▸ Requirement:
Starting at the top line and ending at the bottom one, repeat the entries exactly and drop every picture.

Stored data

BEGIN

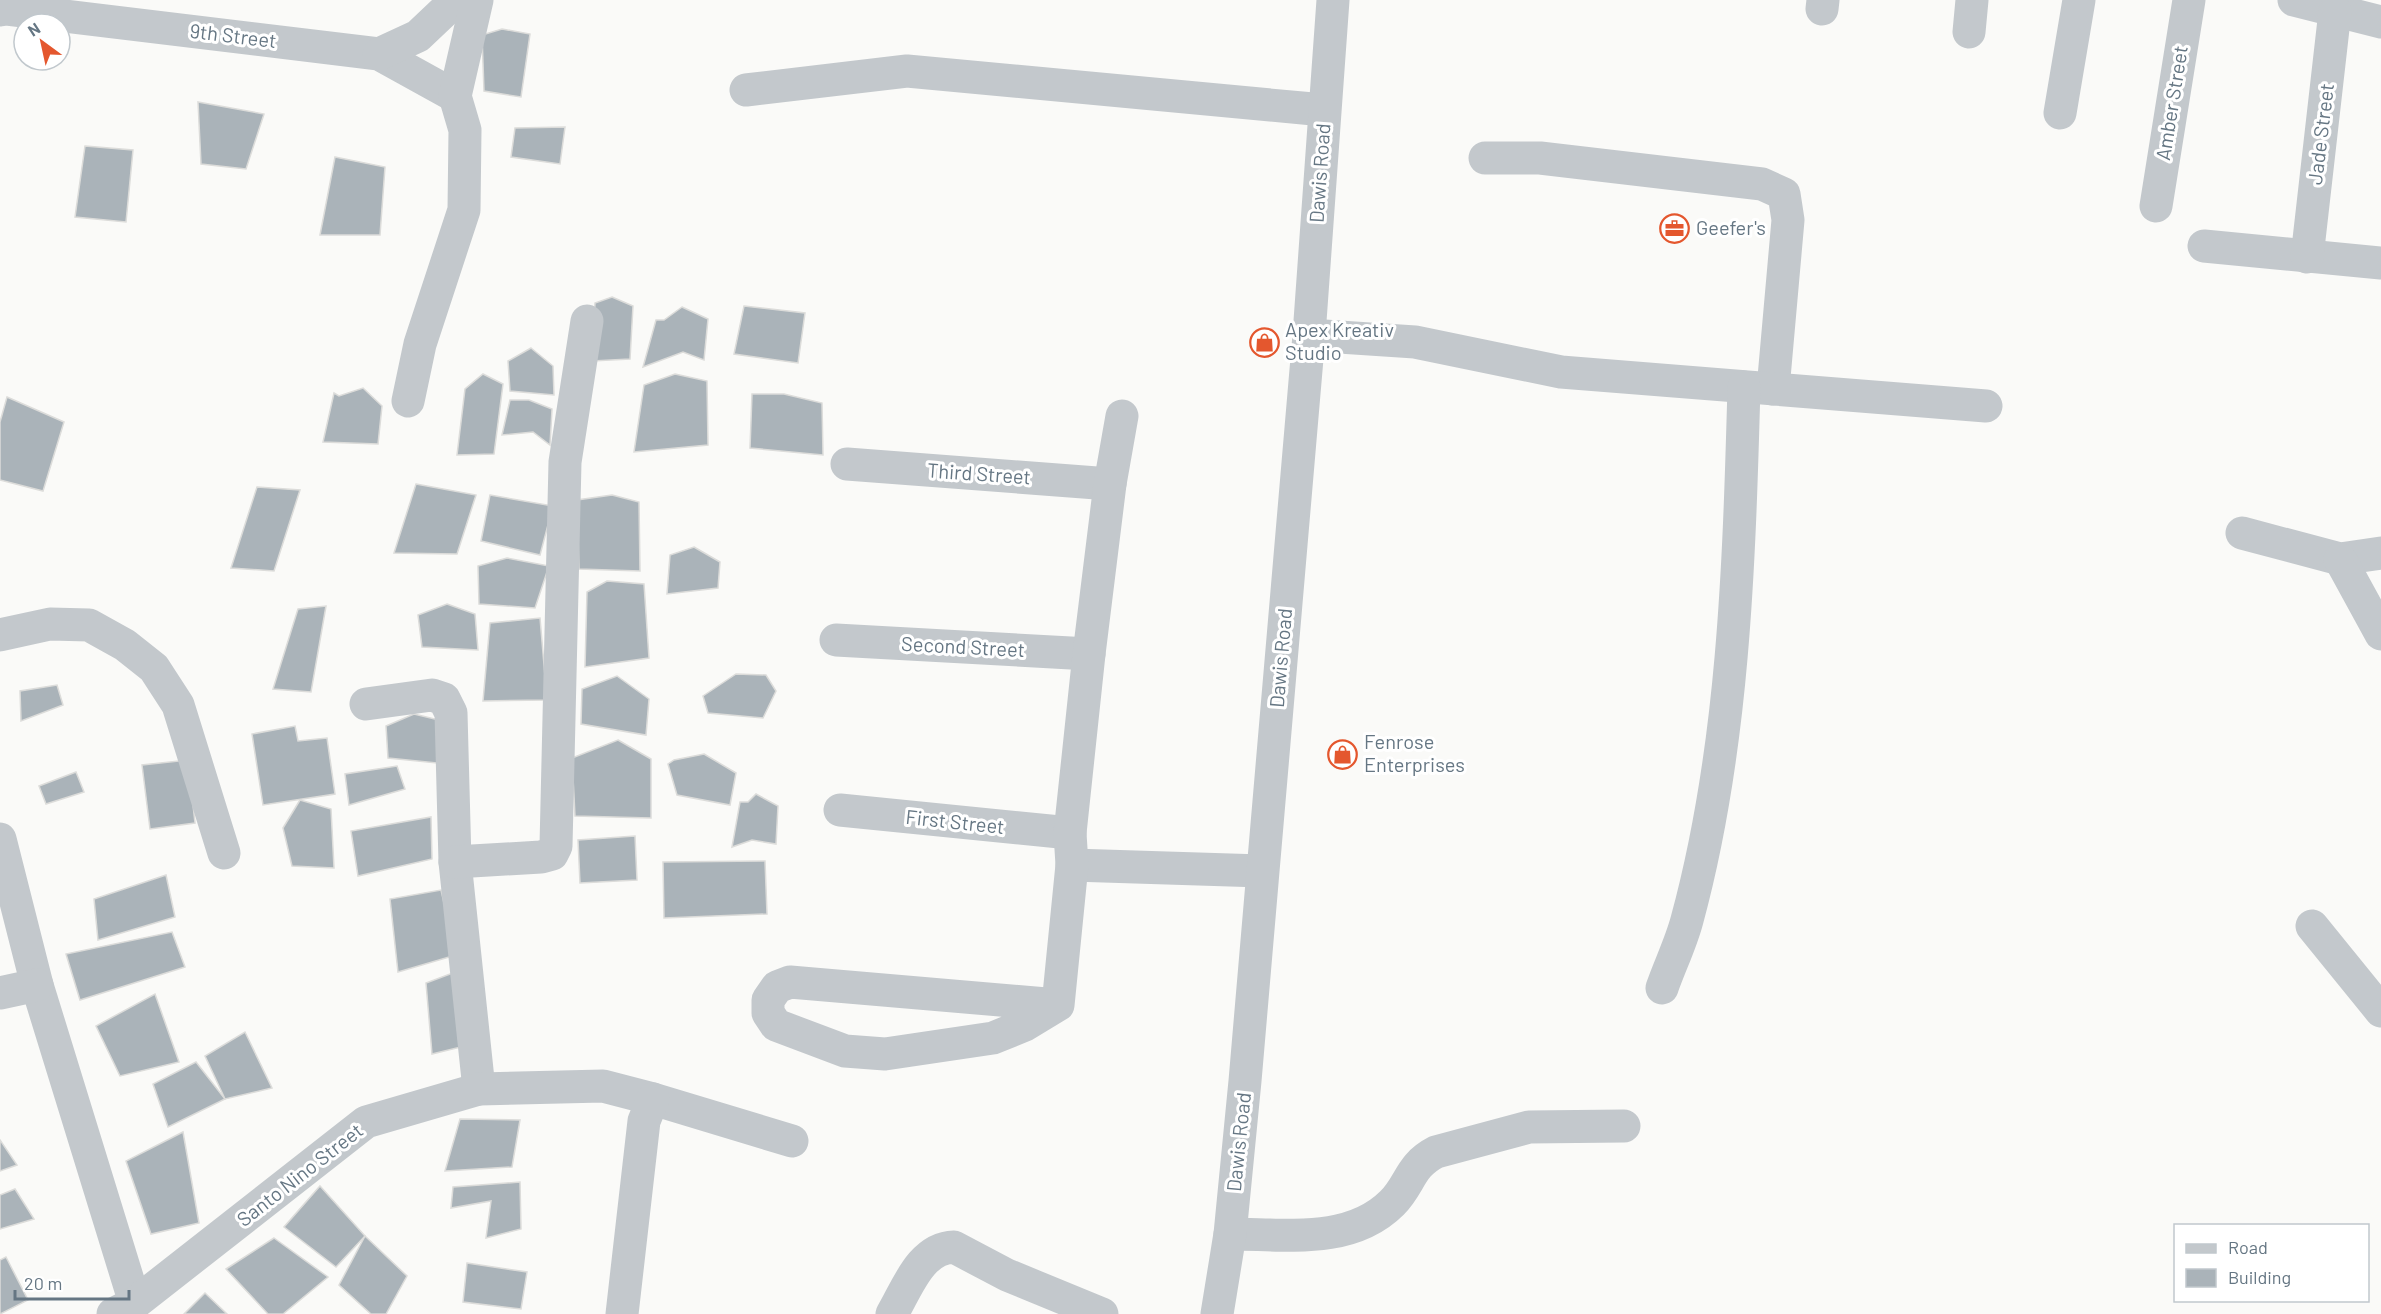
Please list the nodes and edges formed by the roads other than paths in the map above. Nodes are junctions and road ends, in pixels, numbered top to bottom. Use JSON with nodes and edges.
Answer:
{"nodes":[{"id":1,"x":456,"y":0,"type":"edge"},
{"id":2,"x":477,"y":0,"type":"edge"},
{"id":3,"x":1333,"y":0,"type":"edge"},
{"id":4,"x":1972,"y":0,"type":"edge"},
{"id":5,"x":2079,"y":0,"type":"edge"},
{"id":6,"x":2188,"y":0,"type":"edge"},
{"id":7,"x":2294,"y":0,"type":"edge"},
{"id":8,"x":0,"y":10,"type":"edge"},
{"id":9,"x":2335,"y":11,"type":"junction"},
{"id":10,"x":2381,"y":22,"type":"edge"},
{"id":11,"x":1969,"y":32,"type":"dead end"},
{"id":12,"x":379,"y":54,"type":"junction"},
{"id":13,"x":746,"y":90,"type":"dead end"},
{"id":14,"x":455,"y":96,"type":"junction"},
{"id":15,"x":1324,"y":110,"type":"junction"},
{"id":16,"x":2060,"y":113,"type":"dead end"},
{"id":17,"x":1485,"y":158,"type":"dead end"},
{"id":18,"x":2156,"y":206,"type":"dead end"},
{"id":19,"x":2204,"y":246,"type":"dead end"},
{"id":20,"x":2307,"y":257,"type":"junction"},
{"id":21,"x":2381,"y":263,"type":"edge"},
{"id":22,"x":587,"y":321,"type":"dead end"},
{"id":23,"x":1309,"y":335,"type":"junction"},
{"id":24,"x":1759,"y":388,"type":"junction"},
{"id":25,"x":408,"y":401,"type":"dead end"},
{"id":26,"x":1986,"y":406,"type":"dead end"},
{"id":27,"x":1122,"y":416,"type":"dead end"},
{"id":28,"x":847,"y":464,"type":"dead end"},
{"id":29,"x":1110,"y":484,"type":"junction"},
{"id":30,"x":2242,"y":533,"type":"dead end"},
{"id":31,"x":2381,"y":553,"type":"edge"},
{"id":32,"x":2340,"y":559,"type":"junction"},
{"id":33,"x":2381,"y":634,"type":"edge"},
{"id":34,"x":0,"y":635,"type":"edge"},
{"id":35,"x":836,"y":640,"type":"dead end"},
{"id":36,"x":1089,"y":654,"type":"junction"},
{"id":37,"x":366,"y":704,"type":"dead end"},
{"id":38,"x":840,"y":810,"type":"dead end"},
{"id":39,"x":0,"y":839,"type":"edge"},
{"id":40,"x":1071,"y":849,"type":"junction"},
{"id":41,"x":224,"y":853,"type":"dead end"},
{"id":42,"x":455,"y":862,"type":"junction"},
{"id":43,"x":1262,"y":871,"type":"junction"},
{"id":44,"x":2312,"y":926,"type":"dead end"},
{"id":45,"x":37,"y":985,"type":"junction"},
{"id":46,"x":1662,"y":988,"type":"dead end"},
{"id":47,"x":0,"y":993,"type":"edge"},
{"id":48,"x":1058,"y":1005,"type":"junction"},
{"id":49,"x":2381,"y":1011,"type":"edge"},
{"id":50,"x":479,"y":1089,"type":"junction"},
{"id":51,"x":653,"y":1099,"type":"junction"},
{"id":52,"x":1624,"y":1126,"type":"dead end"},
{"id":53,"x":792,"y":1141,"type":"dead end"},
{"id":54,"x":1230,"y":1234,"type":"junction"},
{"id":55,"x":124,"y":1308,"type":"edge"},
{"id":56,"x":622,"y":1314,"type":"edge"},
{"id":57,"x":892,"y":1314,"type":"edge"},
{"id":58,"x":1102,"y":1314,"type":"edge"},
{"id":59,"x":1217,"y":1314,"type":"edge"}],
"edges":[{"from":1,"to":12,"type":"street"},
{"from":2,"to":14,"type":"street"},
{"from":3,"to":15,"type":"street","name":"Dawis Road"},
{"from":4,"to":11,"type":"street"},
{"from":5,"to":16,"type":"street"},
{"from":6,"to":18,"type":"street","name":"Amber Street"},
{"from":7,"to":9,"type":"street"},
{"from":8,"to":12,"type":"street","name":"9th Street"},
{"from":9,"to":10,"type":"street"},
{"from":9,"to":20,"type":"street","name":"Jade Street"},
{"from":12,"to":14,"type":"street","name":"9th Street"},
{"from":13,"to":15,"type":"street"},
{"from":14,"to":25,"type":"street"},
{"from":15,"to":23,"type":"street","name":"Dawis Road"},
{"from":17,"to":24,"type":"street"},
{"from":19,"to":20,"type":"street"},
{"from":20,"to":21,"type":"street"},
{"from":22,"to":42,"type":"street"},
{"from":23,"to":24,"type":"street"},
{"from":23,"to":43,"type":"street","name":"Dawis Road"},
{"from":24,"to":26,"type":"street"},
{"from":24,"to":46,"type":"street"},
{"from":27,"to":29,"type":"street"},
{"from":28,"to":29,"type":"street","name":"Third Street"},
{"from":29,"to":36,"type":"street"},
{"from":30,"to":32,"type":"street"},
{"from":31,"to":32,"type":"street"},
{"from":32,"to":33,"type":"street"},
{"from":34,"to":41,"type":"street"},
{"from":35,"to":36,"type":"street","name":"Second Street"},
{"from":36,"to":40,"type":"street"},
{"from":37,"to":42,"type":"street"},
{"from":38,"to":40,"type":"street","name":"First Street"},
{"from":39,"to":45,"type":"street"},
{"from":40,"to":43,"type":"street","name":"First Street"},
{"from":40,"to":48,"type":"street"},
{"from":42,"to":50,"type":"street"},
{"from":43,"to":54,"type":"street","name":"Dawis Road"},
{"from":44,"to":49,"type":"street"},
{"from":45,"to":47,"type":"street"},
{"from":45,"to":55,"type":"street"},
{"from":48,"to":48,"type":"street"},
{"from":50,"to":51,"type":"street","name":"Santo Nino Street"},
{"from":50,"to":55,"type":"street","name":"Santo Nino Street"},
{"from":51,"to":53,"type":"street","name":"Santo Nino Street"},
{"from":51,"to":56,"type":"street"},
{"from":52,"to":54,"type":"street"},
{"from":54,"to":59,"type":"street","name":"Dawis Road"},
{"from":57,"to":58,"type":"street"}]}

END

▸ The answer:
Please list the nodes and edges formed by the roads other than paths in the map above. Nodes are junctions and road ends, in pixels, numbered top to bottom. Use JSON with nodes and edges.
Answer:
{"nodes":[{"id":1,"x":456,"y":0,"type":"edge"},
{"id":2,"x":477,"y":0,"type":"edge"},
{"id":3,"x":1333,"y":0,"type":"edge"},
{"id":4,"x":1972,"y":0,"type":"edge"},
{"id":5,"x":2079,"y":0,"type":"edge"},
{"id":6,"x":2188,"y":0,"type":"edge"},
{"id":7,"x":2294,"y":0,"type":"edge"},
{"id":8,"x":0,"y":10,"type":"edge"},
{"id":9,"x":2335,"y":11,"type":"junction"},
{"id":10,"x":2381,"y":22,"type":"edge"},
{"id":11,"x":1969,"y":32,"type":"dead end"},
{"id":12,"x":379,"y":54,"type":"junction"},
{"id":13,"x":746,"y":90,"type":"dead end"},
{"id":14,"x":455,"y":96,"type":"junction"},
{"id":15,"x":1324,"y":110,"type":"junction"},
{"id":16,"x":2060,"y":113,"type":"dead end"},
{"id":17,"x":1485,"y":158,"type":"dead end"},
{"id":18,"x":2156,"y":206,"type":"dead end"},
{"id":19,"x":2204,"y":246,"type":"dead end"},
{"id":20,"x":2307,"y":257,"type":"junction"},
{"id":21,"x":2381,"y":263,"type":"edge"},
{"id":22,"x":587,"y":321,"type":"dead end"},
{"id":23,"x":1309,"y":335,"type":"junction"},
{"id":24,"x":1759,"y":388,"type":"junction"},
{"id":25,"x":408,"y":401,"type":"dead end"},
{"id":26,"x":1986,"y":406,"type":"dead end"},
{"id":27,"x":1122,"y":416,"type":"dead end"},
{"id":28,"x":847,"y":464,"type":"dead end"},
{"id":29,"x":1110,"y":484,"type":"junction"},
{"id":30,"x":2242,"y":533,"type":"dead end"},
{"id":31,"x":2381,"y":553,"type":"edge"},
{"id":32,"x":2340,"y":559,"type":"junction"},
{"id":33,"x":2381,"y":634,"type":"edge"},
{"id":34,"x":0,"y":635,"type":"edge"},
{"id":35,"x":836,"y":640,"type":"dead end"},
{"id":36,"x":1089,"y":654,"type":"junction"},
{"id":37,"x":366,"y":704,"type":"dead end"},
{"id":38,"x":840,"y":810,"type":"dead end"},
{"id":39,"x":0,"y":839,"type":"edge"},
{"id":40,"x":1071,"y":849,"type":"junction"},
{"id":41,"x":224,"y":853,"type":"dead end"},
{"id":42,"x":455,"y":862,"type":"junction"},
{"id":43,"x":1262,"y":871,"type":"junction"},
{"id":44,"x":2312,"y":926,"type":"dead end"},
{"id":45,"x":37,"y":985,"type":"junction"},
{"id":46,"x":1662,"y":988,"type":"dead end"},
{"id":47,"x":0,"y":993,"type":"edge"},
{"id":48,"x":1058,"y":1005,"type":"junction"},
{"id":49,"x":2381,"y":1011,"type":"edge"},
{"id":50,"x":479,"y":1089,"type":"junction"},
{"id":51,"x":653,"y":1099,"type":"junction"},
{"id":52,"x":1624,"y":1126,"type":"dead end"},
{"id":53,"x":792,"y":1141,"type":"dead end"},
{"id":54,"x":1230,"y":1234,"type":"junction"},
{"id":55,"x":124,"y":1308,"type":"edge"},
{"id":56,"x":622,"y":1314,"type":"edge"},
{"id":57,"x":892,"y":1314,"type":"edge"},
{"id":58,"x":1102,"y":1314,"type":"edge"},
{"id":59,"x":1217,"y":1314,"type":"edge"}],
"edges":[{"from":1,"to":12,"type":"street"},
{"from":2,"to":14,"type":"street"},
{"from":3,"to":15,"type":"street","name":"Dawis Road"},
{"from":4,"to":11,"type":"street"},
{"from":5,"to":16,"type":"street"},
{"from":6,"to":18,"type":"street","name":"Amber Street"},
{"from":7,"to":9,"type":"street"},
{"from":8,"to":12,"type":"street","name":"9th Street"},
{"from":9,"to":10,"type":"street"},
{"from":9,"to":20,"type":"street","name":"Jade Street"},
{"from":12,"to":14,"type":"street","name":"9th Street"},
{"from":13,"to":15,"type":"street"},
{"from":14,"to":25,"type":"street"},
{"from":15,"to":23,"type":"street","name":"Dawis Road"},
{"from":17,"to":24,"type":"street"},
{"from":19,"to":20,"type":"street"},
{"from":20,"to":21,"type":"street"},
{"from":22,"to":42,"type":"street"},
{"from":23,"to":24,"type":"street"},
{"from":23,"to":43,"type":"street","name":"Dawis Road"},
{"from":24,"to":26,"type":"street"},
{"from":24,"to":46,"type":"street"},
{"from":27,"to":29,"type":"street"},
{"from":28,"to":29,"type":"street","name":"Third Street"},
{"from":29,"to":36,"type":"street"},
{"from":30,"to":32,"type":"street"},
{"from":31,"to":32,"type":"street"},
{"from":32,"to":33,"type":"street"},
{"from":34,"to":41,"type":"street"},
{"from":35,"to":36,"type":"street","name":"Second Street"},
{"from":36,"to":40,"type":"street"},
{"from":37,"to":42,"type":"street"},
{"from":38,"to":40,"type":"street","name":"First Street"},
{"from":39,"to":45,"type":"street"},
{"from":40,"to":43,"type":"street","name":"First Street"},
{"from":40,"to":48,"type":"street"},
{"from":42,"to":50,"type":"street"},
{"from":43,"to":54,"type":"street","name":"Dawis Road"},
{"from":44,"to":49,"type":"street"},
{"from":45,"to":47,"type":"street"},
{"from":45,"to":55,"type":"street"},
{"from":48,"to":48,"type":"street"},
{"from":50,"to":51,"type":"street","name":"Santo Nino Street"},
{"from":50,"to":55,"type":"street","name":"Santo Nino Street"},
{"from":51,"to":53,"type":"street","name":"Santo Nino Street"},
{"from":51,"to":56,"type":"street"},
{"from":52,"to":54,"type":"street"},
{"from":54,"to":59,"type":"street","name":"Dawis Road"},
{"from":57,"to":58,"type":"street"}]}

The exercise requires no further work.